Vor allem LGBTQ+-Menschen ohne Lobby, gerade Ältere, Landbewohner, Migrierte oder auch Transmenschen, blieben am wahrscheinlichsten ohne Hilfe, sagt Elise Colomer-Cheadle von der Menschenrechtsorganisation Outright International, die sich für LGBTQ+-Personen einsetzt. Auch wenn die Bewegung so groß wie nie zuvor in den vergangenen Jahrzehnten sei, so sei sie doch noch nicht groß genug, um alle auffangen zu können. Dem stehe eine „gut finanzierte und hasserfüllte Gegnerschaft“ gegenüber.
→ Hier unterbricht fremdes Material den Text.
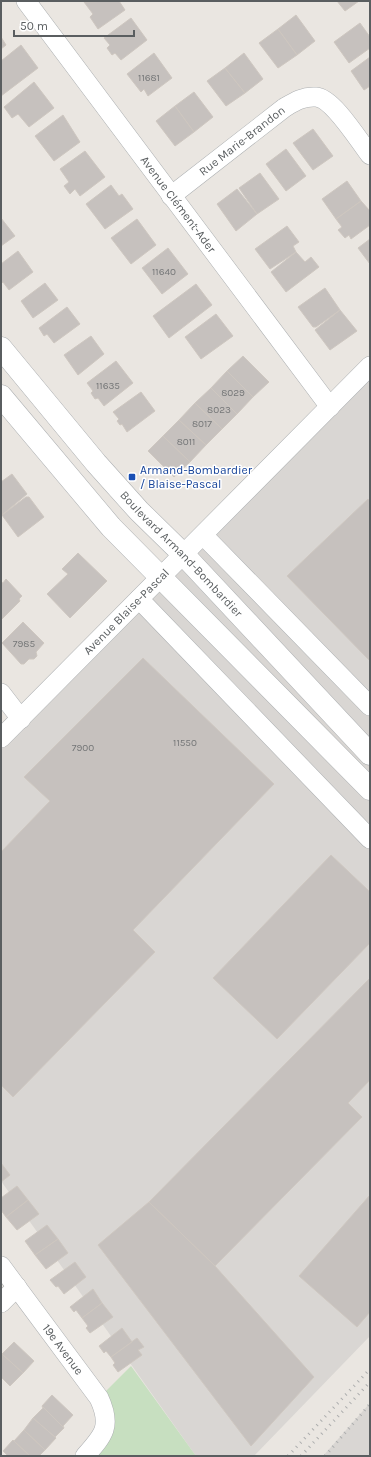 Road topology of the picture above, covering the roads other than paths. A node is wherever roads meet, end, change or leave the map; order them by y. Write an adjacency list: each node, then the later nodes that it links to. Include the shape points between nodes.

„Es gibt ein Gefühl von: Die Gegner wollen uns an den Kragen und unser Leben steht auf dem Spiel“, erklärt Colomer-Cheadle. „Es ist eine sehr, sehr beängstigende Zeit.“
Sade Chelf hat die spontane Hilfe so vieler, die auf ihre Fundraising-Bitte reagierten, den Glauben an die Menschheit zurückgegeben. „Ich denke, alle merken, wie schlimm die Lage ist“, sagt sie. Jetzt will sie nach Illinois ziehen und dort mit ihrer Freundin zusammenleben.